Three Readers and the Question of What to Read
This post comes to us courtesy of Sarah Bynane, Sprinkbok parent and Elementary School Librarian. She calls it “rambling” but we call it a meditation on the power of reading and the beauty of participating in your child’s learning-to-read process.
I have an almost four year old, Grace, and she is an ornery little cuss much of the time. (This is sort of my pet name for her—she thinks of it as a term of endearment. And it is—from one former ornery little cuss to another.) I also have a seven year old, Ella, who can do almost no wrong in the eyes of Grace. Grace wants to wear Ella’s clothes (no problem there, large portions of her wardrobe did belong to her sister at one time), she wants to do what Ella does (sometimes this works; sometimes not so much), and she wants to read what Ella reads (as Ella has moved solidly into chapter books—not so much). Grace will hold the chapter book and look at the pages and pages of just words for long periods of time before snapping it shut and declaring that she is done—read the entire book. She will also give a very creative and entire made-up synopsis of the book based on the picture on the cover. Now I will say, she does hold books so that the words are going the right way for reading (check for early literacy—do they recognize the way letters are facing and get the concept of reading from left to right?), but she has no idea what treasure lies hidden in those books, she only knows that she really wants to read them like Ella does.
Ella will read some picture books, but they either have to be really funny or teach her some new information.

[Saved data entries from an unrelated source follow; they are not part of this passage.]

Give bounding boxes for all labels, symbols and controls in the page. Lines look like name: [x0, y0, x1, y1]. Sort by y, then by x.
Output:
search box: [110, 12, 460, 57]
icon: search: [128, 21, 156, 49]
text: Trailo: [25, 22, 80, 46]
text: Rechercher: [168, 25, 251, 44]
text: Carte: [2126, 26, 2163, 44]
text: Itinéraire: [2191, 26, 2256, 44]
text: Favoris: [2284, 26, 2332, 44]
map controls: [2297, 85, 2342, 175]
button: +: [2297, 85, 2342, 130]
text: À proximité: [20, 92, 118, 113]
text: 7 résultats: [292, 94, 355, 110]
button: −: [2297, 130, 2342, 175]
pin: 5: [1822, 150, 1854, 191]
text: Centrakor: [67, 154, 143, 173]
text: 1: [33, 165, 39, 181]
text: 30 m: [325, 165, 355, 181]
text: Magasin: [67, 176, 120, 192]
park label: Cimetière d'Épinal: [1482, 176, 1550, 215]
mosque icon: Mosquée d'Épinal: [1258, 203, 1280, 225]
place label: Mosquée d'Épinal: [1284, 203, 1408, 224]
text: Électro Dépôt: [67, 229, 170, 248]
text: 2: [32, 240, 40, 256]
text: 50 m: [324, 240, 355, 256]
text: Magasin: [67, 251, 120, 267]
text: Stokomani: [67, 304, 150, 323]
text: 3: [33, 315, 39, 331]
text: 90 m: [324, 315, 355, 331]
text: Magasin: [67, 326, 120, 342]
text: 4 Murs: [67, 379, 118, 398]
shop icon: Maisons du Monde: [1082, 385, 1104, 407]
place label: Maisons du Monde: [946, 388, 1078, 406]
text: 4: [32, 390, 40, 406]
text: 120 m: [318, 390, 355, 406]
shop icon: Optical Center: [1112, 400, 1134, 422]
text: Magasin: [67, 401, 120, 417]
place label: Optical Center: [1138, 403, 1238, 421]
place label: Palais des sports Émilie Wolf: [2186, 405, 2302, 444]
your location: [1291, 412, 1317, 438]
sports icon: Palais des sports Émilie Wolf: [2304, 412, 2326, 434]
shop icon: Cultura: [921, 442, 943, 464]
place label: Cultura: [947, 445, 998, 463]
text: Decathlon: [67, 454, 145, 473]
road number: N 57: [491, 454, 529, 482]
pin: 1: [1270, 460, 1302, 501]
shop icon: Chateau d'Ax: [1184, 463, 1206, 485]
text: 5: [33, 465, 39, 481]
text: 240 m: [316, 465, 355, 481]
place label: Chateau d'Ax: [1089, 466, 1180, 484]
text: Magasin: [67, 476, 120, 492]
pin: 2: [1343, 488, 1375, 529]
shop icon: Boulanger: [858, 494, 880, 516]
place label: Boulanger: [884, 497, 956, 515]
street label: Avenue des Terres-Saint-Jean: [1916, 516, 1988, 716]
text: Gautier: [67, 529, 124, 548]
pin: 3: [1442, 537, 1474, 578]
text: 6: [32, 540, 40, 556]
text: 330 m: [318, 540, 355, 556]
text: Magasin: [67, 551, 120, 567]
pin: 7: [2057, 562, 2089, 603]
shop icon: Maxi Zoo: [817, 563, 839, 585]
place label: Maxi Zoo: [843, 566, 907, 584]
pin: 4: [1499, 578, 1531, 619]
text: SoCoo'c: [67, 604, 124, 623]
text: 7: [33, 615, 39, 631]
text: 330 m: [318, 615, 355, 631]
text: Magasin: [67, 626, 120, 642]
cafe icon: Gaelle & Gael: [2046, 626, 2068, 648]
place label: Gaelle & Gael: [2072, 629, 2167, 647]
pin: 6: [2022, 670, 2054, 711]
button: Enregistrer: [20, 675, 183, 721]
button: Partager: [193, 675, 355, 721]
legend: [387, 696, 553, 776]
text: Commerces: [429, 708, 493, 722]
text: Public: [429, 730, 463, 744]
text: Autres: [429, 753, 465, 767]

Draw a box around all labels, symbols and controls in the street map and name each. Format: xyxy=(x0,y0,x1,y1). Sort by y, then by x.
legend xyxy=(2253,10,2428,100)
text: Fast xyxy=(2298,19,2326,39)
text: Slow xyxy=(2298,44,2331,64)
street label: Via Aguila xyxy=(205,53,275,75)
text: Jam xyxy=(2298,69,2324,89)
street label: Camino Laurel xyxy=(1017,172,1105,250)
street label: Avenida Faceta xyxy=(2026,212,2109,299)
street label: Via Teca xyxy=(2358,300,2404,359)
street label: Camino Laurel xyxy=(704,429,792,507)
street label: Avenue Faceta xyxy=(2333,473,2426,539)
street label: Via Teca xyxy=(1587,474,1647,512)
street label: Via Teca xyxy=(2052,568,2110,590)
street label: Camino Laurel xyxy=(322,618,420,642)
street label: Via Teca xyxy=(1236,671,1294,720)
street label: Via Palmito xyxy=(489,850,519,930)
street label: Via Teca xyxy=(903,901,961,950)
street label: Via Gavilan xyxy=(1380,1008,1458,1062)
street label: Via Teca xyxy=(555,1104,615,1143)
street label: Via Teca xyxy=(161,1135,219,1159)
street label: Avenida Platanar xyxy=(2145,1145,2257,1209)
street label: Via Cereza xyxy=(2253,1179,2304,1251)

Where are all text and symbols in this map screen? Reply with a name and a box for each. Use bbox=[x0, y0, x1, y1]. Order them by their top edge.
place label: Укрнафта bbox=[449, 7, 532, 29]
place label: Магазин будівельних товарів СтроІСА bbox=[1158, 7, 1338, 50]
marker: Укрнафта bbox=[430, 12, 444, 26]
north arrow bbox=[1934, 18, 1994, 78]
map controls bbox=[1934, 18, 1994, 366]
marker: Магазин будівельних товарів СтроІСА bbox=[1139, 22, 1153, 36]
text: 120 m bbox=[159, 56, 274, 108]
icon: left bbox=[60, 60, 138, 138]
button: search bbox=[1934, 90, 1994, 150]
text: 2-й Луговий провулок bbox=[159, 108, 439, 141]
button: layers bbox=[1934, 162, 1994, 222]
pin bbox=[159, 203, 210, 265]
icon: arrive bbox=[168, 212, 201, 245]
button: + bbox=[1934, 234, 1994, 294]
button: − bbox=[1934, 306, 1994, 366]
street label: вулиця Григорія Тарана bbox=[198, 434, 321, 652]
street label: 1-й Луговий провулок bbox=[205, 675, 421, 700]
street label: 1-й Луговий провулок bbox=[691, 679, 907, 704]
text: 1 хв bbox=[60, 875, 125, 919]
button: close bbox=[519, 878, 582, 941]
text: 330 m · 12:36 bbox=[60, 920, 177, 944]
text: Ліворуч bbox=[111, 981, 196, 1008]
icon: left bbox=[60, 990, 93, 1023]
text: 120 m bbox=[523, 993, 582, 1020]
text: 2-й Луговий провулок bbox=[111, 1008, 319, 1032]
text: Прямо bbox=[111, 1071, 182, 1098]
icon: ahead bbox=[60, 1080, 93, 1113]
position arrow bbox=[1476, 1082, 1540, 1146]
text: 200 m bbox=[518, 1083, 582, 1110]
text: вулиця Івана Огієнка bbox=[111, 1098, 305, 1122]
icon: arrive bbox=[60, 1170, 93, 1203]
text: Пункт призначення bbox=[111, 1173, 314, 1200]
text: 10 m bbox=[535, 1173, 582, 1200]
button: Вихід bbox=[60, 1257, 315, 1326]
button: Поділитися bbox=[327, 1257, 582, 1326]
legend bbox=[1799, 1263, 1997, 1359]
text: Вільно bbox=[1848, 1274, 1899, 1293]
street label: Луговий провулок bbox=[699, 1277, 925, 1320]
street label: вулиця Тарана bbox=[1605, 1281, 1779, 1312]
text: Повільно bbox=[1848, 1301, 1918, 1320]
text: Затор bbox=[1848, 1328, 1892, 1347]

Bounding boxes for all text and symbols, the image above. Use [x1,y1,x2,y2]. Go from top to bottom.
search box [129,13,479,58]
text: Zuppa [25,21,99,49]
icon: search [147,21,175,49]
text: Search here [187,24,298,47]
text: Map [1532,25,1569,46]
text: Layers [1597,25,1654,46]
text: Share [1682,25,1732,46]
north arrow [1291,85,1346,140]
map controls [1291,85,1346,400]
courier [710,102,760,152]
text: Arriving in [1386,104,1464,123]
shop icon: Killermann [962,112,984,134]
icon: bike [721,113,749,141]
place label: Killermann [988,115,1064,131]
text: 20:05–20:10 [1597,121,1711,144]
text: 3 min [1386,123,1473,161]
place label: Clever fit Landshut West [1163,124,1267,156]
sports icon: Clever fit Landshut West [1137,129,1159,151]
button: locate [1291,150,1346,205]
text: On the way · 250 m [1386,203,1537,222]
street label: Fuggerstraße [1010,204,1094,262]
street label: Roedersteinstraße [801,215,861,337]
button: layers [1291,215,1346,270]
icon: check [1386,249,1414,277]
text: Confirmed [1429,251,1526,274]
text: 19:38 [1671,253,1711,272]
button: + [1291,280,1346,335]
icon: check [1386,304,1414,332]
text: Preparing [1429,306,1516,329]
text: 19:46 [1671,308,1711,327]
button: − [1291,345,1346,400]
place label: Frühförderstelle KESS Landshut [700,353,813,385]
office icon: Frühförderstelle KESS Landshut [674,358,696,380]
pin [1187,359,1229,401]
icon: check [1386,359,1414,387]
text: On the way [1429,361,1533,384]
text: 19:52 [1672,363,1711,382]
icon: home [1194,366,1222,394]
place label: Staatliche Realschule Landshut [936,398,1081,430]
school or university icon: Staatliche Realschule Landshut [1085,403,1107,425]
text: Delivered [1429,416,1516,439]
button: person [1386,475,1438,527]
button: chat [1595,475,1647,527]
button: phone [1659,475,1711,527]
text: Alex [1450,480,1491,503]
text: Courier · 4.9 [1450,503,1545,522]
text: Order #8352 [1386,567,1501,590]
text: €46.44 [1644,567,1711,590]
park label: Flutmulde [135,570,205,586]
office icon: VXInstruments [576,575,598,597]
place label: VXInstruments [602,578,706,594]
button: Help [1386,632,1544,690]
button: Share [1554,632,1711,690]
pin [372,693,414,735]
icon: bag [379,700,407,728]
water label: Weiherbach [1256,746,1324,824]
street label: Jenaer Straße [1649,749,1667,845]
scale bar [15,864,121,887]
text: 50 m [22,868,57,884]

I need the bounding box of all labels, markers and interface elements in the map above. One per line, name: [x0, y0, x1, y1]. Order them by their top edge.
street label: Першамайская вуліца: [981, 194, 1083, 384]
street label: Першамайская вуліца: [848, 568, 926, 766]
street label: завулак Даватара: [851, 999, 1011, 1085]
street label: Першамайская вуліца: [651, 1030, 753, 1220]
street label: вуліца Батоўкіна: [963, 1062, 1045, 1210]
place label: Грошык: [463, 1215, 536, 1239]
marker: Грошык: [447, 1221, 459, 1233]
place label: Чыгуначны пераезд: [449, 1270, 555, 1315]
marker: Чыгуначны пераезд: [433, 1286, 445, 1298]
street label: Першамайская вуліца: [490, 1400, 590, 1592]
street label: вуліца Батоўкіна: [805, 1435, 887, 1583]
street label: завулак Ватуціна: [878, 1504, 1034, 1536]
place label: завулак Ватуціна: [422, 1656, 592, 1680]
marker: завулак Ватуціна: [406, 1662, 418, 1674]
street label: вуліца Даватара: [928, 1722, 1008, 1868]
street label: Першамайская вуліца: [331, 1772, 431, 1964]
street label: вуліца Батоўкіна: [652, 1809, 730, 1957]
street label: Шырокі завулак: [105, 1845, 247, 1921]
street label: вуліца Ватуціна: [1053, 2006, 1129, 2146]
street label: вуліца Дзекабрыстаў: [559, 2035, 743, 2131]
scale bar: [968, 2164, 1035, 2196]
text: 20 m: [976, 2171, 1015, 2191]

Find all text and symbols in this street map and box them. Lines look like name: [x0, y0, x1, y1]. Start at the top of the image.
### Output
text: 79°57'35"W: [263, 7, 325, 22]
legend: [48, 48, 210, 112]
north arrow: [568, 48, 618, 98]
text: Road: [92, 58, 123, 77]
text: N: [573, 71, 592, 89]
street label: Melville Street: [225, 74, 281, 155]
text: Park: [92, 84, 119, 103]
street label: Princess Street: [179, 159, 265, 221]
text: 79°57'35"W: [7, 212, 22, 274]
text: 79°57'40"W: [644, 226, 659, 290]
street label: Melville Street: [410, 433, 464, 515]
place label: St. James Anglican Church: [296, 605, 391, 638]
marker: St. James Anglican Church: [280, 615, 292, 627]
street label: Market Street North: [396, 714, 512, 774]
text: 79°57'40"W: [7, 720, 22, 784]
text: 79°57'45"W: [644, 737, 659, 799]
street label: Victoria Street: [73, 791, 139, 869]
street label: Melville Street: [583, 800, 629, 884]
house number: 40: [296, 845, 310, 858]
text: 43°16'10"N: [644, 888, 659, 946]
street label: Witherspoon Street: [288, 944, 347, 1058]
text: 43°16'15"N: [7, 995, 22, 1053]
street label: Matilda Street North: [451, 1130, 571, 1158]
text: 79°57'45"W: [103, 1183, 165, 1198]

This means that the books that I used to read with them both, for the most part, don’t work anymore. I am the third reader of children’s books in our house in that I am a librarian at an elementary school. It is part of my job to read a wide variety of books so that I can know what to recommend and match kids with great books. It is the part of my job that I like the most. I do not teach kids how to read, as much as I try to match where they are as readers with books that they will love.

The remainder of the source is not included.